"There is danger from all men. The only maxim of a free government ought to be to trust no man living with
power to endanger the public liberty." - - - - John Adams

Wednesday, August 10, 2011

A 'Libertarian' Society in Syria?

Syrian shoppers walk next to the open shops at Hamidiyah popular market, in Damascus.
How strong would the economy of ALL Arab nations be if the Aleppo policies were
adopted throughout the Middle East?

To stop a revolution Syria's Baath Party adopts Libertarianism

How do you stop a people from revolting against an oppressive, Statist Dictatorship?  Why by adopting Libertarian policies of course.  Leave people ALONE to run the own lives.  That is what the Baathist government is doing in the city of Aleppo as a bribe to keep them quiet.
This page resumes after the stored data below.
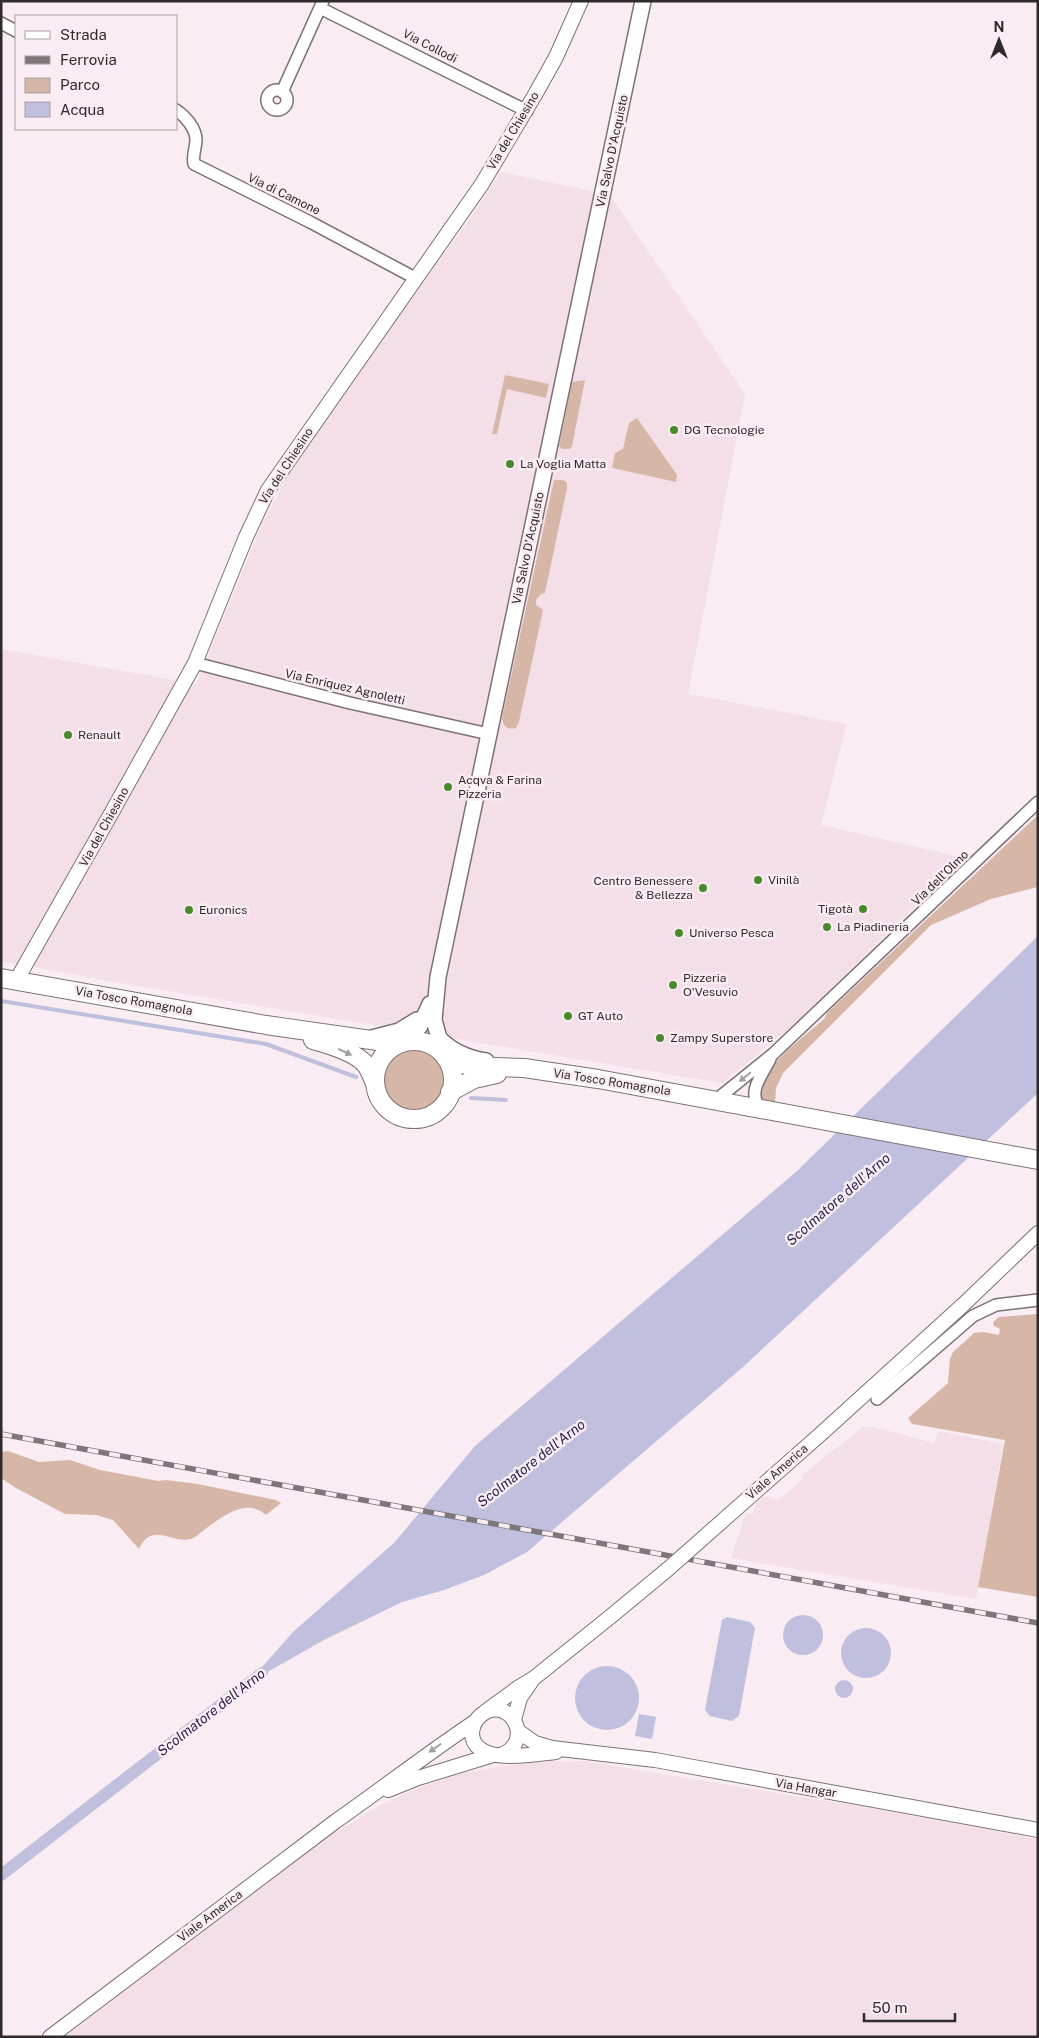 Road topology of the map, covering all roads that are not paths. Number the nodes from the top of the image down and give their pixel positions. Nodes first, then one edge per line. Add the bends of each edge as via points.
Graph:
1 (581, 1) edge
2 (643, 1) edge
3 (322, 4) edge
4 (1, 23) edge
5 (15, 30) edge
6 (282, 92) dead end
7 (527, 111) junction
8 (178, 112) edge
9 (415, 278) junction
10 (195, 663) junction
11 (489, 734) junction
12 (1038, 802) edge
13 (438, 977) junction
14 (9, 979) edge
15 (429, 1006) junction
16 (266, 1025) junction
17 (438, 1037) junction
18 (365, 1039) junction
19 (401, 1043) junction
20 (773, 1054) junction
21 (445, 1056) junction
22 (519, 1068) junction
23 (374, 1083) junction
24 (450, 1092) junction
25 (716, 1100) junction
26 (761, 1109) junction
27 (779, 1113) junction
28 (1038, 1160) edge
29 (1038, 1233) edge
30 (1038, 1242) edge
31 (1012, 1259) junction
32 (1038, 1300) edge
33 (877, 1400) dead end
34 (534, 1678) junction
35 (480, 1717) junction
36 (516, 1726) junction
37 (574, 1751) junction
38 (497, 1755) junction
39 (371, 1797) junction
40 (1038, 1830) edge
41 (50, 2037) edge

1 - 7 street, Via del Chiesino
2 - 11 main road, Via Salvo D'Acquisto
3 - 6 street
3 - 7 street, Via Collodi
4 - 5 street
7 - 9 street, Via del Chiesino via 482,184
8 - 9 street, Via di Camone via 190,123 195,134 194,164
9 - 10 street, Via del Chiesino via 268,490
10 - 11 street, Via Enriquez Agnoletti
10 - 14 street, Via del Chiesino via 112,812
11 - 13 main road, Via Salvo D'Acquisto
12 - 20 street, Via dell'Olmo
13 - 15 main road
13 - 17 main road via 433,1013
14 - 16 main road, Via Tosco Romagnola
15 - 18 main road via 404,1030
15 - 19 main road via 420,1026
16 - 18 main road, Via Tosco Romagnola
16 -> 23 main road, Via Tosco Romagnola via 350,1054 366,1065
17 - 21 main road
17 - 22 main road via 468,1057
18 - 19 main road, Via Tosco Romagnola
19 - 21 main road via 424,1042
19 - 23 main road via 380,1059
20 -> 25 street, Via dell'Olmo
20 - 26 street, Via dell'Olmo via 754,1091
21 - 22 main road, Via Tosco Romagnola via 470,1066
21 - 24 main road via 452,1070
22 - 25 main road, Via Tosco Romagnola
23 - 24 main road via 384,1106 407,1118 424,1118 432,1114 445,1103
24 - 27 main road, Via Tosco Romagnola via 479,1077 510,1074 758,1115
25 - 26 main road, Via Tosco Romagnola
26 - 27 main road, Via Tosco Romagnola
27 - 28 main road, Via Tosco Romagnola
29 - 31 street
30 - 31 street
31 - 34 street, Viale America, bridge via 668,1569
32 - 33 street via 996,1305 973,1316
34 - 35 street, Viale America
34 - 36 street, Viale America via 520,1698
35 - 36 street via 499,1710 508,1714
35 - 38 street via 472,1732 475,1743 482,1751
35 -> 39 street, Viale America
36 - 37 street, Via Hangar via 541,1745
36 - 38 street, Viale America via 516,1740 512,1748
37 - 38 street, Via Hangar
37 - 40 street, Via Hangar via 665,1762
38 - 39 street, Viale America via 418,1778
39 - 41 street, Viale America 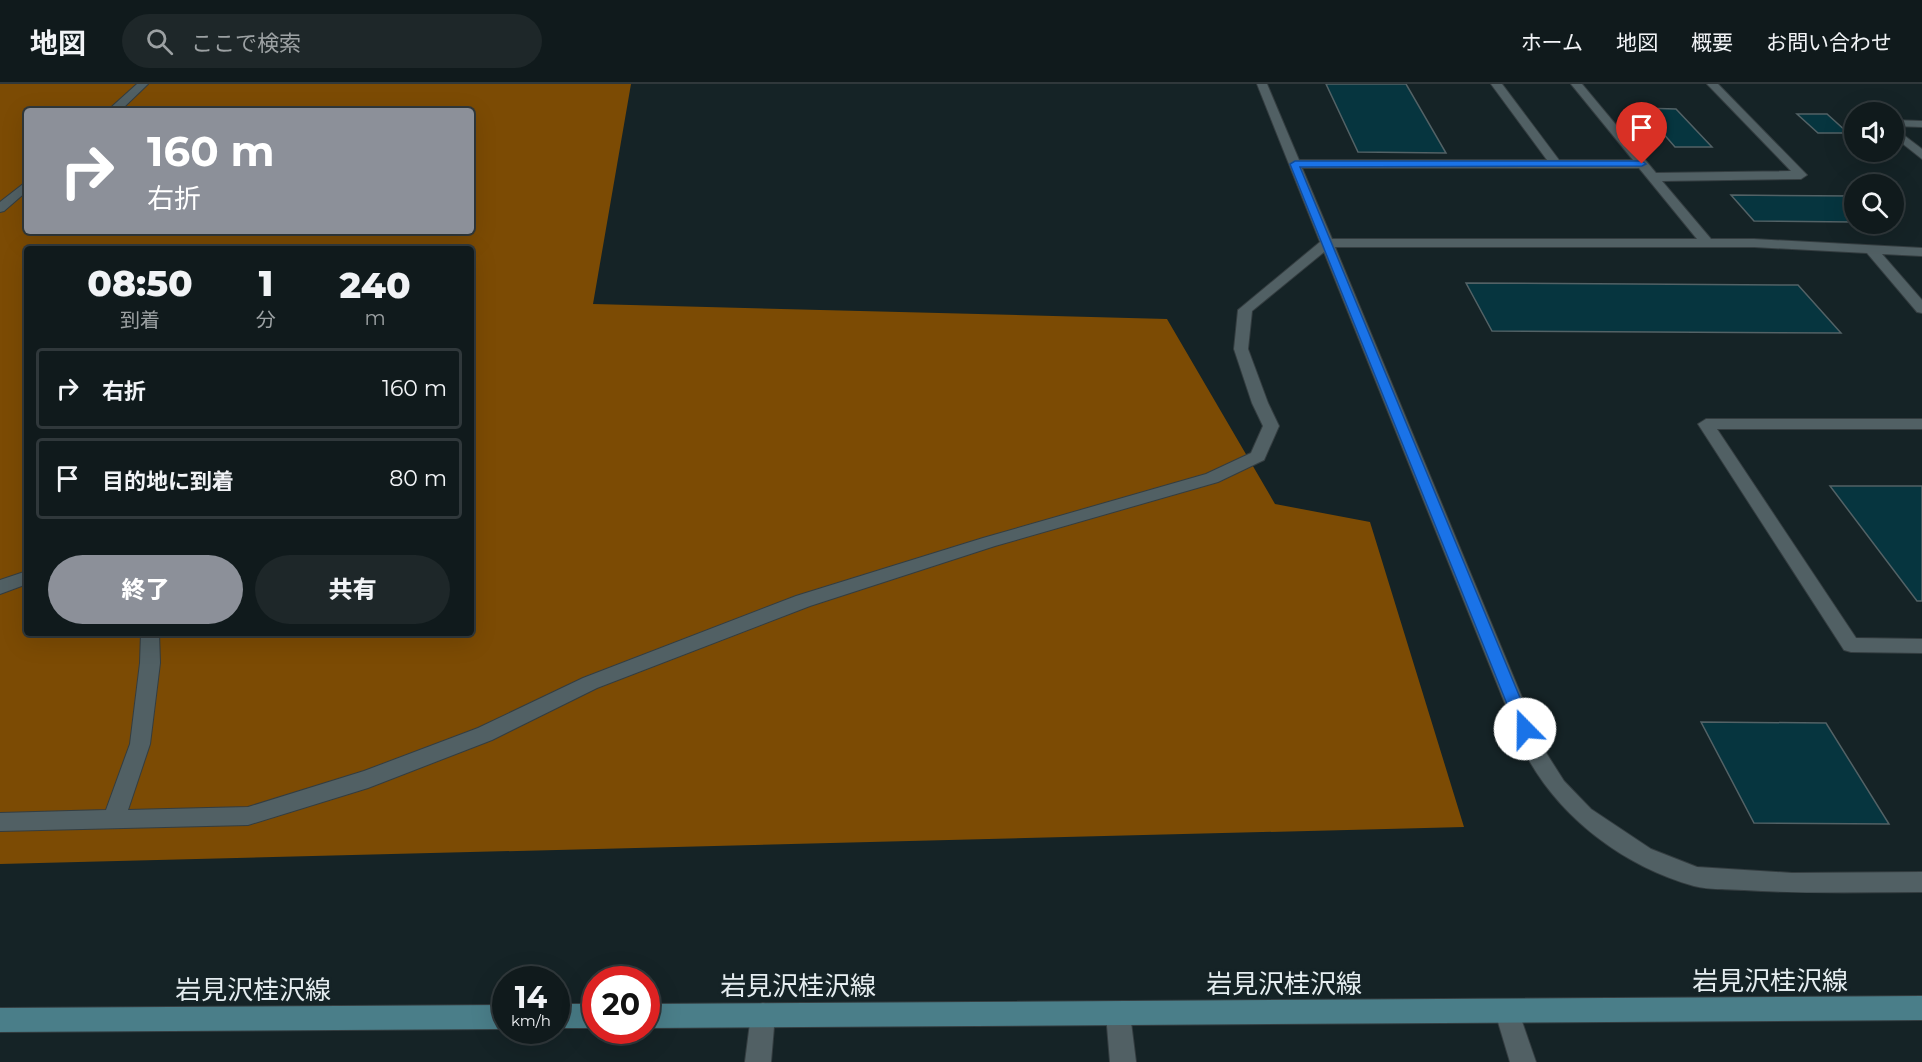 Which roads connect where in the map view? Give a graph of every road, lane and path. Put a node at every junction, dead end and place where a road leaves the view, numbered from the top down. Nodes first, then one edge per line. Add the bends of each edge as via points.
1 (143, 84) edge
2 (1262, 84) edge
3 (1496, 84) edge
4 (1576, 84) edge
5 (1712, 84) edge
6 (116, 108) edge
7 (1904, 123) edge
8 (1922, 124) edge
9 (1904, 139) edge
10 (1922, 155) edge
11 (1295, 164) junction
12 (1556, 164) junction
13 (1642, 164) junction
14 (1653, 177) junction
15 (24, 188) edge
16 (0, 208) edge
17 (1327, 243) junction
18 (1707, 243) junction
19 (1870, 248) junction
20 (1922, 252) edge
21 (1922, 309) edge
22 (1922, 424) edge
23 (24, 579) edge
24 (0, 586) edge
25 (150, 636) edge
26 (1922, 646) edge
27 (114, 819) junction
28 (0, 822) edge
29 (1922, 882) edge
30 (1922, 1008) edge
31 (1507, 1011) junction
32 (1118, 1014) junction
33 (763, 1015) junction
34 (660, 1016) edge
35 (492, 1017) edge
36 (0, 1020) edge
37 (758, 1062) edge
38 (1123, 1062) edge
39 (1523, 1062) edge

1 - 6 street
2 - 11 street
3 - 12 street
4 - 13 street
5 - 14 street via 1801,175
7 - 8 street
9 - 10 street
11 - 12 street
11 - 17 street
12 - 13 street
13 - 14 street
14 - 18 street
15 - 16 street
17 - 18 street
17 - 27 street via 1245,310 1241,349 1271,426 1258,456 1212,478 802,601 590,683 485,734 368,779 248,816
17 - 29 street via 1534,751 1557,787 1583,815 1643,855 1696,877
18 - 19 street
19 - 20 street
19 - 21 street
22 - 26 street via 1706,424 1851,645
23 - 24 street
25 - 27 street via 140,744
27 - 28 street
30 - 31 main road, 岩見沢桂沢線
31 - 32 main road, 岩見沢桂沢線
31 - 39 street
32 - 33 main road, 岩見沢桂沢線
32 - 38 street
33 - 34 main road, 岩見沢桂沢線
33 - 37 street
35 - 36 main road, 岩見沢桂沢線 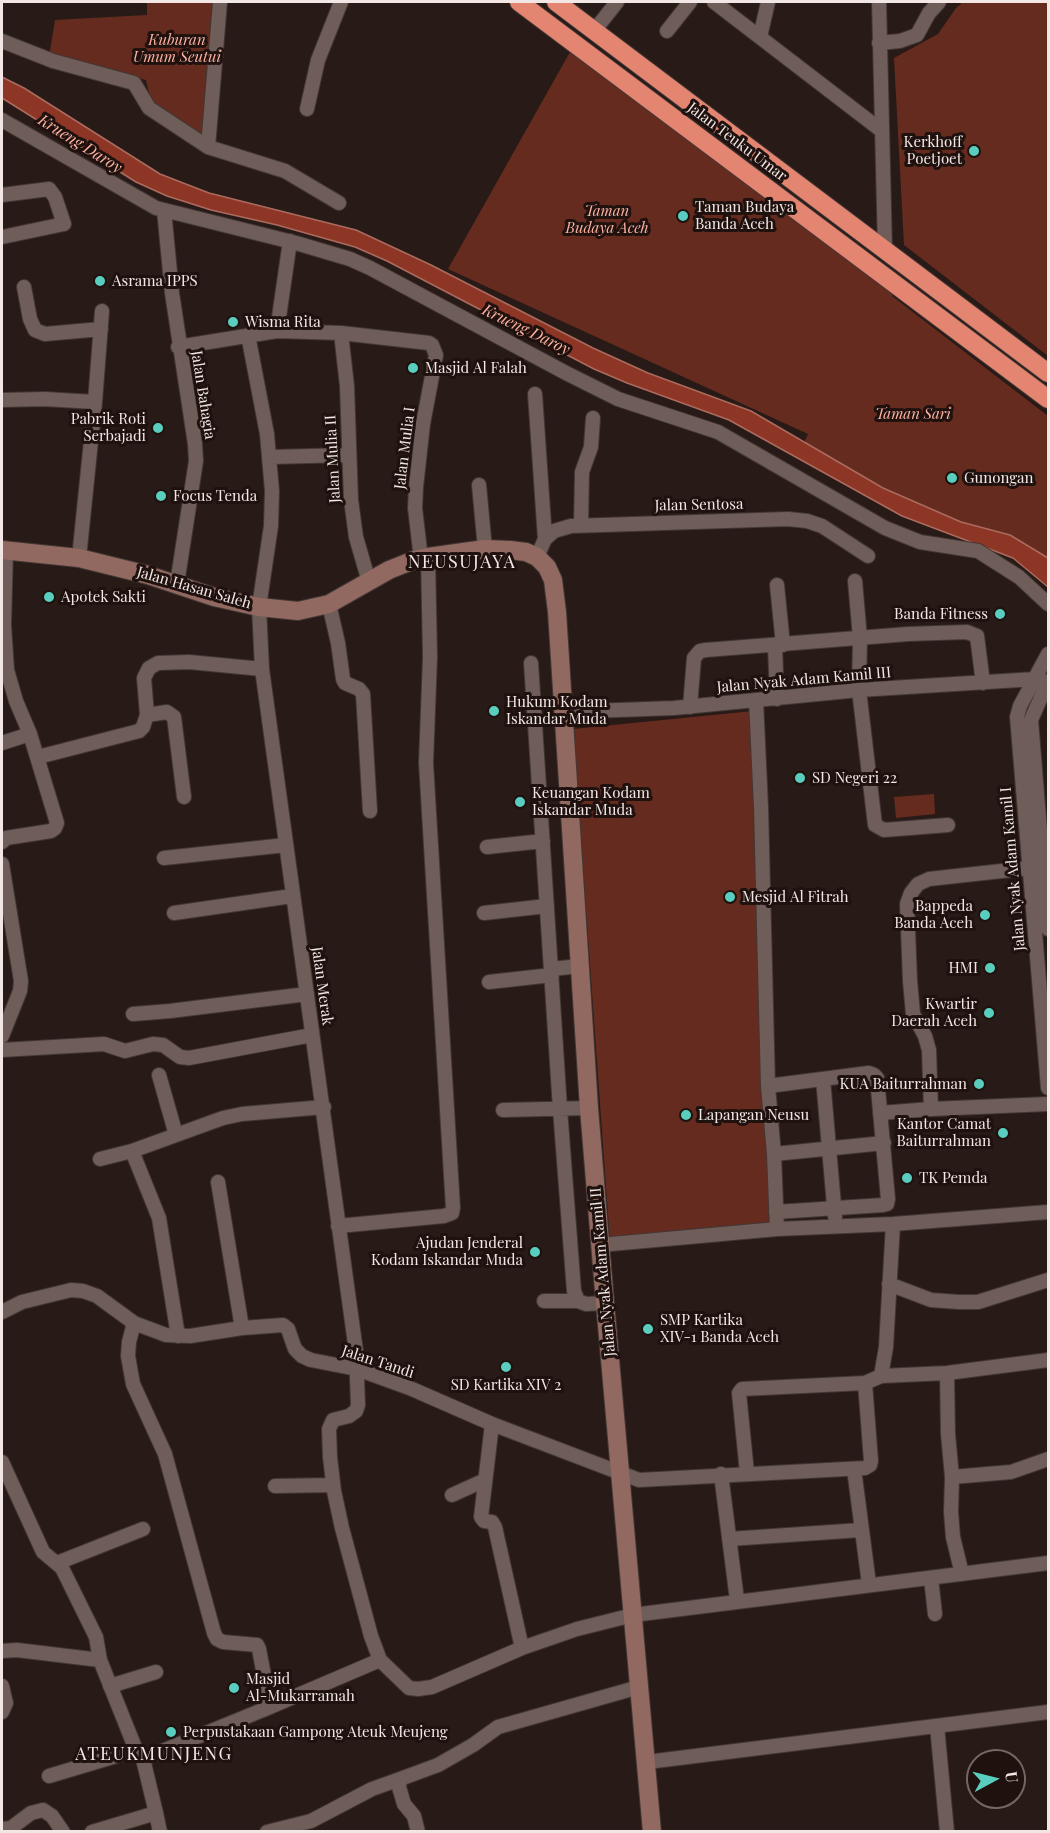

Whereas Damascus is the capital and administrative hub of Syria, Aleppo is the economic center where much of the money flows.  Many of the country's factories, textile plants and pharmaceutical companies are in the city.  The city's merchant class has largely been unaffected by the country's deteriorating conditions, and while those who compose it may not be fans of the government, they have the most to lose with instability reports the Los Angeles Times.

There is an overwhelming presence of security forces, police and government enforcers, but also less overt tactics.

The government is telling the residents that they will be left alone (at least for now) to run their own affairs without a corrupt government telling them what to do every second.

The result has been an explosion of economic activity says the Times.

"Construction code enforcement has all but disappeared as the city witnesses an illegal construction boom; electricians, plumbers and tile workers who have been unemployed for years are now barely able to keep up with the work.
Roads in need of repair for years have been repaved. Traffic laws, which had become more strict, are no longer implemented.

Additionally, the need for residents to pay bribes to grease government transactions has largely disappeared, said one Aleppo activist, reached by phone. Instead, the practice has been replaced with an unfamiliar respect for residents, as government employees and police tell people going about their normal lives, "You have raised our heads with pride."

Street vendors hawking fruit, old watches, shoes and children's toys, who were once banned and chased off by police, have multiplied, said one woman who lives in Aleppo."

Freedom creates jobs and wealth.  Who would have thought it possible?